Le startup crescono davvero?

Le aziende innovative aumentano fatturato e dipendenti, ma poche imprese diventano grandi

Rilancio senza slancio

La crescita continua, la svolta non è ancora arrivata. Si potrebbe sintetizzare così lo stato di salute dell'ecosistema startup italiano, a guardare i dati raccolti dal Politecnico di Milano nel suo Osservatorio sul settore hi-tech pubblicato lunedì. Vale per gli investimenti, che a fine 2016 in Italia dovrebbero essere cresciuti del 24%, arrivando a 182 milioni di euro, ma che restano ancora distanti da quelli di Francia, Germania e (a parità di Pil) Spagna.

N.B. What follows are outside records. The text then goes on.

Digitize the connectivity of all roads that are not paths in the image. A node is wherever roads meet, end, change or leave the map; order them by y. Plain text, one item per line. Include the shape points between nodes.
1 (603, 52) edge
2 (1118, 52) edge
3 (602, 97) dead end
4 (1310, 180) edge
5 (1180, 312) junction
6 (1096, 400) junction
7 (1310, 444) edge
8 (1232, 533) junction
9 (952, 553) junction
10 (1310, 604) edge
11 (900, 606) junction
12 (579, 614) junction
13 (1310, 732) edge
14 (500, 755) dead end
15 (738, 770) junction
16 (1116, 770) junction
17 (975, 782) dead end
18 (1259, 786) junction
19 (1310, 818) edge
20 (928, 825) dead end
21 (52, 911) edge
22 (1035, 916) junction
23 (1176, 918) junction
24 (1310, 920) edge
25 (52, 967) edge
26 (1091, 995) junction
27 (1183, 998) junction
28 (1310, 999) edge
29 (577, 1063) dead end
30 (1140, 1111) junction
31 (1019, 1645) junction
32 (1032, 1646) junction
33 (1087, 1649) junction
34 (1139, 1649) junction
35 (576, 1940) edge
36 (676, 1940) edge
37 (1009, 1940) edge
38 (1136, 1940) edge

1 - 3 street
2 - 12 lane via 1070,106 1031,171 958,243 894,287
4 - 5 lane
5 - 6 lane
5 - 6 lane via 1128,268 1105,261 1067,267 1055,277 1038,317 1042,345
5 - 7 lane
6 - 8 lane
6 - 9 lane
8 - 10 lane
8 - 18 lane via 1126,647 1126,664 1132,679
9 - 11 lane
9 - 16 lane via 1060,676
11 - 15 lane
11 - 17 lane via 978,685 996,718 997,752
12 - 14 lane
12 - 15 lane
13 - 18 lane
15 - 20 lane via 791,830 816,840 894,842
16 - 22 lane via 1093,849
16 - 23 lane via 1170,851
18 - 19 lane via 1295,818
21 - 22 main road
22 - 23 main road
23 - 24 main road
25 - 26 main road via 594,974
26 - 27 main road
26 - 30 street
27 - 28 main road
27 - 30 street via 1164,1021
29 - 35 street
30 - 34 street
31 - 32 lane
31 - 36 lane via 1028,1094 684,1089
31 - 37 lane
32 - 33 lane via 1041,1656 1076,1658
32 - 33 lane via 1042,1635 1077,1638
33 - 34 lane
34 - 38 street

E vale per la dimensione delle imprese, che vedono salire fatturato e addetti ma ancora faticano ad arrivare all'exit, la vendita o la quotazione che danno senso all'intero filiera.

Il ritardo dei fondi

Il 2016 dovrebbe chiudersi a quota 182 milioni di euro, su del 24% rispetto all'anno precedente. La parte da leone la giocano gli operatori formali (i venture capital) che per la prima volta superano i cento milioni di euro; 81 vengono invece da operatori informali, come business angel o aziende. Non basta comunque per colmare il gap con il resto d'Europa, visto che nel confronto tra dati 2015 la Francia investiva in termini assoluti sei volte di più, la Germania sette, e la Spagna altrettanto nonostante un Pil inferiore. E non bastano, per quanto siano un segnale importante, neanche i 35 milioni di euro arrivati quest'anno alle startup italiane da investitori esteri. I dati 2015 mostrano una crescita del taglio medio delle operazioni, quelle sopra il milione di euro sono salite dal 13 al 29% del totale.

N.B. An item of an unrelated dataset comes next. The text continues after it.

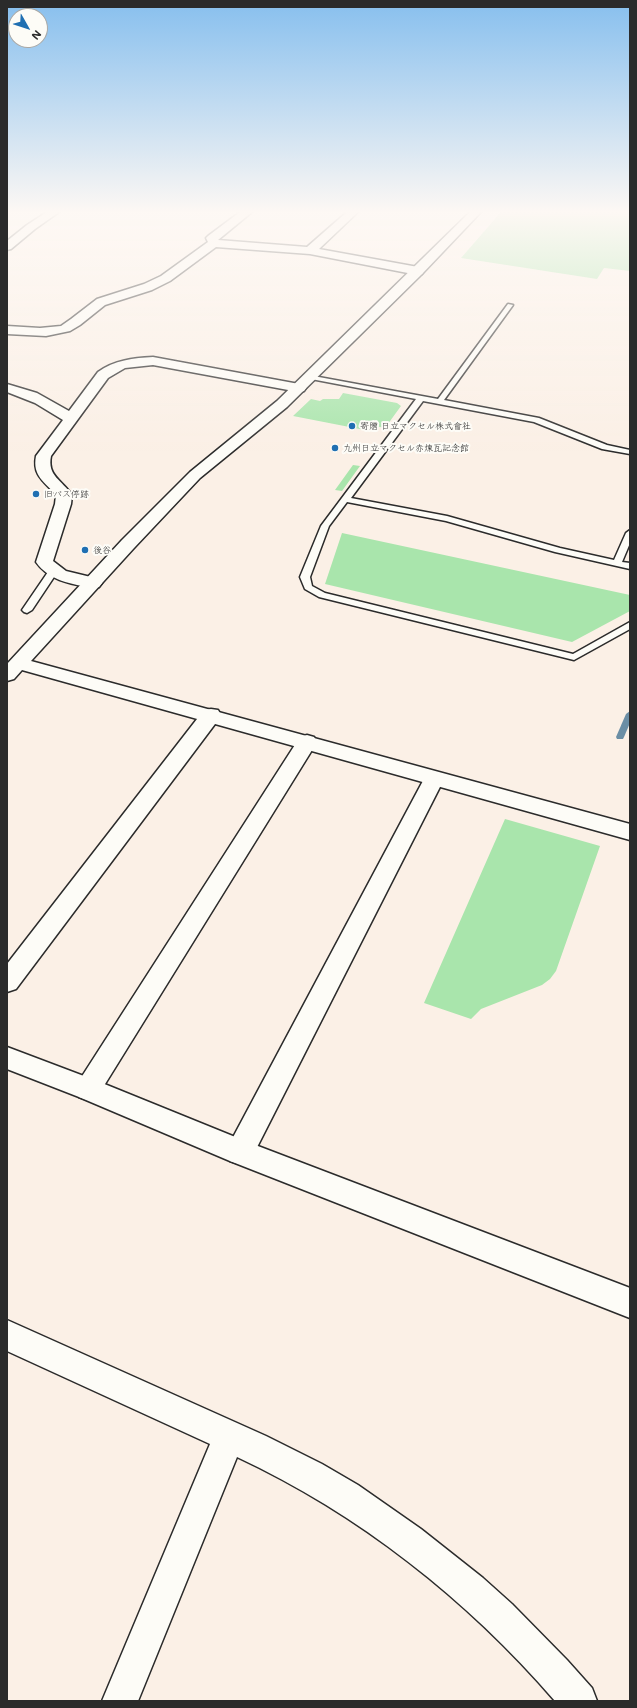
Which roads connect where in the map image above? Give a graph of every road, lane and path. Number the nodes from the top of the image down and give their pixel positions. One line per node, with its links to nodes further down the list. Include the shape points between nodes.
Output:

Seppur lenta, la crescita c'è

Finanziamenti di tagli maggiori significano che le startup italiane stanno crescendo. Lo confermano anche le cifre sul fatturato, queste riferite al 2015. Secondo il Politecnico sono 67 le aziende innovative italiane con incassi superiori al milione di euro, contro le 51 del 2014, e il fatturato complessivo delle società hi-tech finanziate è salito a 247 milioni di euro (+34%): la media è 917 mila euro.

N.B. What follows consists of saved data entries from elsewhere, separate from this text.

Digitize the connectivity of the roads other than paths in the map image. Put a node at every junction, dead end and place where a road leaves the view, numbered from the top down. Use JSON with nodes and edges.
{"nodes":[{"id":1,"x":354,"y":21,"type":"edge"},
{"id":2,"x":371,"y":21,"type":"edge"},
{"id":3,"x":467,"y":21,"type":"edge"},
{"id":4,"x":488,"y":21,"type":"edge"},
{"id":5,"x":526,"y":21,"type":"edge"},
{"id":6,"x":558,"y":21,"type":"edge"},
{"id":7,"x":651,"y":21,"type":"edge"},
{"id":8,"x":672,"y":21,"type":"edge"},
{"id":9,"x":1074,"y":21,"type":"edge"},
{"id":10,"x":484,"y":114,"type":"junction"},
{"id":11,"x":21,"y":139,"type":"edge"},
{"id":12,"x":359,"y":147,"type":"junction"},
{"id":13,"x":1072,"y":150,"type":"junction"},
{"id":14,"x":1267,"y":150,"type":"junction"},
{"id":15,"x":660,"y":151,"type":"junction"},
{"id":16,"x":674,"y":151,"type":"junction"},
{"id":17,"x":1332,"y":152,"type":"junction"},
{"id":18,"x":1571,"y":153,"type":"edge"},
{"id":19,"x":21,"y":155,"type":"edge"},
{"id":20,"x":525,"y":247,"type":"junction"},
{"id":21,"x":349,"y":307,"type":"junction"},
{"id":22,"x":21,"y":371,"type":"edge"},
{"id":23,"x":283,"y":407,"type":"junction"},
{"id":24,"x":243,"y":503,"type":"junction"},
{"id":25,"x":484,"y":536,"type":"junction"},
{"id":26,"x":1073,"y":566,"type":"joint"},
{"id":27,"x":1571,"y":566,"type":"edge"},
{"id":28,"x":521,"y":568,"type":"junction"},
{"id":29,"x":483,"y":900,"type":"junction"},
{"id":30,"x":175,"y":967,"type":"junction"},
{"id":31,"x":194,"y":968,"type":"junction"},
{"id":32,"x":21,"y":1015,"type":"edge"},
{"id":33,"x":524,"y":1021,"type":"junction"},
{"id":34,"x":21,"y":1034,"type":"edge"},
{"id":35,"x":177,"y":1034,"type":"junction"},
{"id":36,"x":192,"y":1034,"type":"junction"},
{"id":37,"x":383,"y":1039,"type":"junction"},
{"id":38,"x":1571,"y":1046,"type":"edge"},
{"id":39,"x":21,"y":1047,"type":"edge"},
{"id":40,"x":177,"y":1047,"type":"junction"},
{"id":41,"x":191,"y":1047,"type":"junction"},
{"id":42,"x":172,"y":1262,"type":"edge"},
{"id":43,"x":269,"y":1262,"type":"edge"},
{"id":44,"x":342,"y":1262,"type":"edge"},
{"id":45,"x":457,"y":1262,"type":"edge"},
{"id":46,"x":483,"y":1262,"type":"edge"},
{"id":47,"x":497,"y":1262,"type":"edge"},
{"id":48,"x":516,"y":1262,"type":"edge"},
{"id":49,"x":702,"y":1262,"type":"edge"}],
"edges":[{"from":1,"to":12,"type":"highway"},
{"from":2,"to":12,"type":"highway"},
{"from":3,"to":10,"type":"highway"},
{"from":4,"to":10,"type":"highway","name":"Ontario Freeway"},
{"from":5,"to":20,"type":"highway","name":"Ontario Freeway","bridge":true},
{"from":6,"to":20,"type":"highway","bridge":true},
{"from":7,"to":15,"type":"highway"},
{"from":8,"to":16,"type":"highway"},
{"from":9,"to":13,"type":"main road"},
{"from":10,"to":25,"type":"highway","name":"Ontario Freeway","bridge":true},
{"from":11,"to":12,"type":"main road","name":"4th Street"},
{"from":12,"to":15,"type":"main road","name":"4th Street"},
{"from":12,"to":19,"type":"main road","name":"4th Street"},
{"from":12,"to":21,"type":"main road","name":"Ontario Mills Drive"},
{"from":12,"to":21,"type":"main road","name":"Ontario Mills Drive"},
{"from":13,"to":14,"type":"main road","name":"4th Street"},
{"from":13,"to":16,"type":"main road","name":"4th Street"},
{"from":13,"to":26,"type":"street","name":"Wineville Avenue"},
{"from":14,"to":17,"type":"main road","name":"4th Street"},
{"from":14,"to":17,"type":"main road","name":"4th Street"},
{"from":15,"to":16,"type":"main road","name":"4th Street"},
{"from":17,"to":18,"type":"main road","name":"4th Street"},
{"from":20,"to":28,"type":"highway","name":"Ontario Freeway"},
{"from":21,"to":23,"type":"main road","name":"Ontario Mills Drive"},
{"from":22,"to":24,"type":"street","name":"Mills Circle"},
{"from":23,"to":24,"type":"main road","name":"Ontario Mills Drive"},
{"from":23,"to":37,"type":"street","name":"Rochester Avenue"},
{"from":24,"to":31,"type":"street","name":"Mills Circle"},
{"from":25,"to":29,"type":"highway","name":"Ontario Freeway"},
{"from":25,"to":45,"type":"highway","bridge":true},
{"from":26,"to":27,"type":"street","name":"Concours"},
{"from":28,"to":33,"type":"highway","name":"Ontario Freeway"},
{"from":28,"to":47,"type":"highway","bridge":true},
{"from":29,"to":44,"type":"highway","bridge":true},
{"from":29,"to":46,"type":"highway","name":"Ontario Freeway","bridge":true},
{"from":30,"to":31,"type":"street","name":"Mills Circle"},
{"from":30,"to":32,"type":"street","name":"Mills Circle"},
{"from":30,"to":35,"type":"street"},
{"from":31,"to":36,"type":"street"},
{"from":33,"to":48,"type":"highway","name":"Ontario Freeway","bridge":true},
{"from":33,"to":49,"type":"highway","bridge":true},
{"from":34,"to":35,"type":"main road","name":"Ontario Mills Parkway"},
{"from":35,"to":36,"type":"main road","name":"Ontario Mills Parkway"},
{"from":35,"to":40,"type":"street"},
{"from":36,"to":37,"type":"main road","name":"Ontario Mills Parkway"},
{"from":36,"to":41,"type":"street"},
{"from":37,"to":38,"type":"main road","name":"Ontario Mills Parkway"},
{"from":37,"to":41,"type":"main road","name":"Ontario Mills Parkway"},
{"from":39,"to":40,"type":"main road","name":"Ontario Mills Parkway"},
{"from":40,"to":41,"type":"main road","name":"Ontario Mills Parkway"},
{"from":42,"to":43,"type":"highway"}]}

Anche il numero di dipendenti diretti è in forte crescita, tra il 2014 e il 2015 è passato da 1.565 a 2.420 persone, in media 8 per impresa. Numeri in salita, vero, ma con tutta evidenza ancora piccoli. Non è un caso che le exit, il numero di aziende che arrivano a quotarsi o che vengono acquisite, siano ancora poche: fino ad ottobre se ne sono registrate 19, contro le 25 dell'intero 2015, e con valori per lo più inferiori ai 5 milioni di euro. "Non è ancora possibile parlare del 2016 come anno di svolta strutturale”, commenta allora Antonio Ghezzi, direttore dell’Osservatorio startup hi-tech del Politecnico. "Ci sono una serie di segnali positivi tangibili che però vanno amalgamati e sfruttati intervenendo a più livelli, politico e privato, formale e informale". La legge di Bilancio, per cominciare, allarga e stabilizza gli incentivi fiscali per chi investe in startup.